=== EXERCISE DESCRIPTION ===
In your answer, transcribe all of the data exactly.

=== EXTRACTED MATERIAL ===
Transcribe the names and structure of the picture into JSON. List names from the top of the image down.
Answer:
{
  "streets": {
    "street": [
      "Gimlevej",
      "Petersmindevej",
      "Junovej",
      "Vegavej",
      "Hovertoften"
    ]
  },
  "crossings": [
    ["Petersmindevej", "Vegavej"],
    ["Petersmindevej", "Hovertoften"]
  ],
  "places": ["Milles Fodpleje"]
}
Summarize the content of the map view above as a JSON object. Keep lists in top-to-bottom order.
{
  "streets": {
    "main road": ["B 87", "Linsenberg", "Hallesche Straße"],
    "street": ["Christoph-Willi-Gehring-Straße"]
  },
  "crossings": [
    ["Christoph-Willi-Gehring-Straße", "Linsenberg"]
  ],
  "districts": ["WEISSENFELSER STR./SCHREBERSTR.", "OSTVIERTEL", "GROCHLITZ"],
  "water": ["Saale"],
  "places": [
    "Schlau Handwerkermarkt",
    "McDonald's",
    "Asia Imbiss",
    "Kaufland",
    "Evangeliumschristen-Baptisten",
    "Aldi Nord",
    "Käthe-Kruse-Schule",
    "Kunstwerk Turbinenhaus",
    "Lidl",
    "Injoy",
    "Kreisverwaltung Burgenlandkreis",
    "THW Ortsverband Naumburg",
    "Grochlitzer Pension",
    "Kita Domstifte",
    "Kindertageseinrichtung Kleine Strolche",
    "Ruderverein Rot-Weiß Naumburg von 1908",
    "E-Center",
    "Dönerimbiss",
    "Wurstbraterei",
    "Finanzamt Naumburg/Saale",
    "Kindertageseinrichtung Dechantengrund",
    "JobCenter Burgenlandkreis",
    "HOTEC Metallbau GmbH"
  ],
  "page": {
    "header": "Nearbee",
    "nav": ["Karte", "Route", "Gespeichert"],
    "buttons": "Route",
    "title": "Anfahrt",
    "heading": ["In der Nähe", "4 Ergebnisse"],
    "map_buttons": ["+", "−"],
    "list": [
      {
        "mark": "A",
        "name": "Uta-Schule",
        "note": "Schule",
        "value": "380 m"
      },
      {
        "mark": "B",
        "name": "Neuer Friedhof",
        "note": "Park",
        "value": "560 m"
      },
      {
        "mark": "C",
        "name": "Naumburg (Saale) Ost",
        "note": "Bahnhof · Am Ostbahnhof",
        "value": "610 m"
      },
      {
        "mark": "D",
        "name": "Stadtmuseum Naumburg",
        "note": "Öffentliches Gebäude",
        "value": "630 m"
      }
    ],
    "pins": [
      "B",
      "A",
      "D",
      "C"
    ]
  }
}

=== RESPONSE TO THE TASK ===
Transcribe the names and structure of the picture into JSON. List names from the top of the image down.
Answer:
{
  "streets": {
    "street": [
      "Gimlevej",
      "Petersmindevej",
      "Junovej",
      "Vegavej",
      "Hovertoften"
    ]
  },
  "crossings": [
    ["Petersmindevej", "Vegavej"],
    ["Petersmindevej", "Hovertoften"]
  ],
  "places": ["Milles Fodpleje"]
}
Summarize the content of the map view above as a JSON object. Keep lists in top-to-bottom order.
{
  "streets": {
    "main road": ["B 87", "Linsenberg", "Hallesche Straße"],
    "street": ["Christoph-Willi-Gehring-Straße"]
  },
  "crossings": [
    ["Christoph-Willi-Gehring-Straße", "Linsenberg"]
  ],
  "districts": ["WEISSENFELSER STR./SCHREBERSTR.", "OSTVIERTEL", "GROCHLITZ"],
  "water": ["Saale"],
  "places": [
    "Schlau Handwerkermarkt",
    "McDonald's",
    "Asia Imbiss",
    "Kaufland",
    "Evangeliumschristen-Baptisten",
    "Aldi Nord",
    "Käthe-Kruse-Schule",
    "Kunstwerk Turbinenhaus",
    "Lidl",
    "Injoy",
    "Kreisverwaltung Burgenlandkreis",
    "THW Ortsverband Naumburg",
    "Grochlitzer Pension",
    "Kita Domstifte",
    "Kindertageseinrichtung Kleine Strolche",
    "Ruderverein Rot-Weiß Naumburg von 1908",
    "E-Center",
    "Dönerimbiss",
    "Wurstbraterei",
    "Finanzamt Naumburg/Saale",
    "Kindertageseinrichtung Dechantengrund",
    "JobCenter Burgenlandkreis",
    "HOTEC Metallbau GmbH"
  ],
  "page": {
    "header": "Nearbee",
    "nav": ["Karte", "Route", "Gespeichert"],
    "buttons": "Route",
    "title": "Anfahrt",
    "heading": ["In der Nähe", "4 Ergebnisse"],
    "map_buttons": ["+", "−"],
    "list": [
      {
        "mark": "A",
        "name": "Uta-Schule",
        "note": "Schule",
        "value": "380 m"
      },
      {
        "mark": "B",
        "name": "Neuer Friedhof",
        "note": "Park",
        "value": "560 m"
      },
      {
        "mark": "C",
        "name": "Naumburg (Saale) Ost",
        "note": "Bahnhof · Am Ostbahnhof",
        "value": "610 m"
      },
      {
        "mark": "D",
        "name": "Stadtmuseum Naumburg",
        "note": "Öffentliches Gebäude",
        "value": "630 m"
      }
    ],
    "pins": [
      "B",
      "A",
      "D",
      "C"
    ]
  }
}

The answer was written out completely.